In the United States, Canada, Australia, and elsewhere, a pioneer cemetery is a cemetery that is the burial place for pioneers.  American pioneers founded such cemeteries during territorial expansion of the United States, with founding dates spanning, at least, from the late 18th to early 20th centuries.

A number of these have been officially designated as historic sites worthy of preservation, including at least 10 listed on the U.S. National Register of Historic Places (NRHP).

Definitions
The State of Iowa defines "pioneer cemetery" as "a cemetery where twelve or
fewer burials have taken place in the past 50 years".

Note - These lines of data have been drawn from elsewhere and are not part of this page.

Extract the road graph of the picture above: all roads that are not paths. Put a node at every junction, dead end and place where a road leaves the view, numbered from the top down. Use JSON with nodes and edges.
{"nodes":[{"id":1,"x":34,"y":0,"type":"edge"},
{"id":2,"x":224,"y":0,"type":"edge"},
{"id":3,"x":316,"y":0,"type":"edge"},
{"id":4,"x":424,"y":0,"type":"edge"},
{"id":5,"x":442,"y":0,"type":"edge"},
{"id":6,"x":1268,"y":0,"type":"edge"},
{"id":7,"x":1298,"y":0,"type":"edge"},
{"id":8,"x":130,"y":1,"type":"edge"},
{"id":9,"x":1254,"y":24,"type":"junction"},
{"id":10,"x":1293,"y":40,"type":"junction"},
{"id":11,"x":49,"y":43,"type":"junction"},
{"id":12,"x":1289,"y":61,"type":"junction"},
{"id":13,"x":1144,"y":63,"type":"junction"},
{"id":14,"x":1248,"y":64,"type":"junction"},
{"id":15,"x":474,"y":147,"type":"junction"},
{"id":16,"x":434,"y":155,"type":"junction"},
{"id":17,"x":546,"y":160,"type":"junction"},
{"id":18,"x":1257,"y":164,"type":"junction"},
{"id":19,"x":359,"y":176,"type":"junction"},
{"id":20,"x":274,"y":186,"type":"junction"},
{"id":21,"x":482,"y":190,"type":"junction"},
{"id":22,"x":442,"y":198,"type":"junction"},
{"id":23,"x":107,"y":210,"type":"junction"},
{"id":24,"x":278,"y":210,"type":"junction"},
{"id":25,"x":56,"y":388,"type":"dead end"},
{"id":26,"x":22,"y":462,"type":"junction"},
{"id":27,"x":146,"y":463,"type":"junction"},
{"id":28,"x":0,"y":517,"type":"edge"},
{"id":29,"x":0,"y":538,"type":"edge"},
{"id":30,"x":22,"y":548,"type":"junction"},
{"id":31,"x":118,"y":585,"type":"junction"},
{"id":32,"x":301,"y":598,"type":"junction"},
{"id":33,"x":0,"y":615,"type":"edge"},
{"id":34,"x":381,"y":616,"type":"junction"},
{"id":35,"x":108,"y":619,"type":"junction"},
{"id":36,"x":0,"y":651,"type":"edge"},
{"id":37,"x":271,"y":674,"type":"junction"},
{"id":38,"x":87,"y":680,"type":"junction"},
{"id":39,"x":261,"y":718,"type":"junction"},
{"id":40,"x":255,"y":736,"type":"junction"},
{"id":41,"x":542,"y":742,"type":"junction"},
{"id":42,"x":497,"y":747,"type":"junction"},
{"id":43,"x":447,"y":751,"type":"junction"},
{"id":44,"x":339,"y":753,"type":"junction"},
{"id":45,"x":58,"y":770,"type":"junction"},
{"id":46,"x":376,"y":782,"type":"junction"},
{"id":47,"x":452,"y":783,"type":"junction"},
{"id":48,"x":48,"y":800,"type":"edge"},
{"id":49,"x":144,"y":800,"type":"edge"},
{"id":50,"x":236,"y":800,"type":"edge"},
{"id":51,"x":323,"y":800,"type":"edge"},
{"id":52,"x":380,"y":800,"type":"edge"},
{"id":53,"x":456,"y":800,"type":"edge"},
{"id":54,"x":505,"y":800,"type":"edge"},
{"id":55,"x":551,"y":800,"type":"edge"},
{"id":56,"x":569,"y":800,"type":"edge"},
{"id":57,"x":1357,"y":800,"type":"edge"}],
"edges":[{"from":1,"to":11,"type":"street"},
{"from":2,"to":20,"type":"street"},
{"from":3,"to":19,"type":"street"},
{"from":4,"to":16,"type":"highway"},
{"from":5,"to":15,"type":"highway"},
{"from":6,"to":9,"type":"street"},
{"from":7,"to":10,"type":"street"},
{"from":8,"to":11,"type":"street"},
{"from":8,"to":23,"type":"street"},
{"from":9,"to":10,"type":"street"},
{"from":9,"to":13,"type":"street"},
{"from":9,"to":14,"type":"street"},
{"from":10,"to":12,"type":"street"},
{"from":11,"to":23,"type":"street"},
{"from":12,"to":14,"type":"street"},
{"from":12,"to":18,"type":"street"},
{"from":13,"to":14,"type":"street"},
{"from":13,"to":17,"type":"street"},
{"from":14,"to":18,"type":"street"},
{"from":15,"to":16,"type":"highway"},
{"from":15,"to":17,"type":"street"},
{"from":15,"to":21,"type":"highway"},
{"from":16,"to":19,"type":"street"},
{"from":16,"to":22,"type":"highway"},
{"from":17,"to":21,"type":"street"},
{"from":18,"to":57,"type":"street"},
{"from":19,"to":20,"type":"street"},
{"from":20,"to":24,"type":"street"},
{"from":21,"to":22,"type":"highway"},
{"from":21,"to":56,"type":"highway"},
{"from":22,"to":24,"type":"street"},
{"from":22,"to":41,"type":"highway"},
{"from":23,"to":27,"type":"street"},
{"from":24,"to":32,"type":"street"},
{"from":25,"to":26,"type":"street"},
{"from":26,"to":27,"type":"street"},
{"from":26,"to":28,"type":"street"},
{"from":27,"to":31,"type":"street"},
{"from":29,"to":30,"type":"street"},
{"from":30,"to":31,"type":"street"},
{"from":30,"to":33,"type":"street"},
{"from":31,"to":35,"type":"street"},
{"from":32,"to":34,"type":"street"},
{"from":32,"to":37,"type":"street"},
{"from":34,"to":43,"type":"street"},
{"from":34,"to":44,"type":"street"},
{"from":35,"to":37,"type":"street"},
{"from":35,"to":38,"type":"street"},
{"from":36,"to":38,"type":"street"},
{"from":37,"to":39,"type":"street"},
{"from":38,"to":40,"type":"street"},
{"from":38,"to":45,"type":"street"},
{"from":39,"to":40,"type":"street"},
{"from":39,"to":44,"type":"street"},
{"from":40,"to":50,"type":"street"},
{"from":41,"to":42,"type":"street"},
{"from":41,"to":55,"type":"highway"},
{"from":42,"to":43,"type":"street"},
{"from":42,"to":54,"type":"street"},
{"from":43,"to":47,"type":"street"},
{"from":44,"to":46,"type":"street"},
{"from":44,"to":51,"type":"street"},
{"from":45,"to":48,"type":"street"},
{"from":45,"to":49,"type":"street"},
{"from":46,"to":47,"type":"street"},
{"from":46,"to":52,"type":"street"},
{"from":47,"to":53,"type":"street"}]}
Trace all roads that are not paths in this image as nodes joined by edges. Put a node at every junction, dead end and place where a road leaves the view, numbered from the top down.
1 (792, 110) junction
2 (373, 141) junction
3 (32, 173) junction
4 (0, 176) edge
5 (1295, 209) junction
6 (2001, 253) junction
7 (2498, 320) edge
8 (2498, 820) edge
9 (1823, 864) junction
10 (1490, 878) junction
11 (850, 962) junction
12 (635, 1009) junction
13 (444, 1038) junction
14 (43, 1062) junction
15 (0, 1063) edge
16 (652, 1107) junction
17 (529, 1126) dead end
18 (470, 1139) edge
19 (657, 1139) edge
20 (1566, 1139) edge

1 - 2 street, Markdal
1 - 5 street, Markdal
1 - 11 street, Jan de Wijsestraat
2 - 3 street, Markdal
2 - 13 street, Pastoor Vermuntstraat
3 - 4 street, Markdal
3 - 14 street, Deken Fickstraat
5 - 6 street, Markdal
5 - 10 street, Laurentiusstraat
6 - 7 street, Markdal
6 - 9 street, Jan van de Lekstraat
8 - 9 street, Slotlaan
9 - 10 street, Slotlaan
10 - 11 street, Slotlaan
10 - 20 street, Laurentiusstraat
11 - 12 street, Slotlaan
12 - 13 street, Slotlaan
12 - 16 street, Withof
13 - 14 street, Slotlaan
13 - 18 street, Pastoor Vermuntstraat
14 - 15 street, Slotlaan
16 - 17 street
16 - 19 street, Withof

The State of Nebraska defines an "abandoned or neglected pioneer cemetery" as having been founded or situated upon land that "was given, granted, donated, sold, or deeded to the founders of the cemetery prior to January 1, 1900", and that "contains the grave or graves of a person or persons who were homesteaders, immigrants from a foreign nation, prairie farmers, pioneers, sodbusters, first generation Nebraskans, or Civil War veterans".

The State of Oregon defines a "pioneer cemetery" as "any burial place that contains the remains of one or more persons who died before February 14, 1909", which is the 50th anniversary of Oregon's statehood.

California recognizes that pioneer cemeteries may have become the responsibility of a public cemetery district or  may be dedicated by the city or county as a pioneer memorial park if no longer maintained. The law also authorizes the "removal of such copings, improvements, and embellishments which the governing board finds to be a threat or danger to the health, safety, comfort, or welfare of the public."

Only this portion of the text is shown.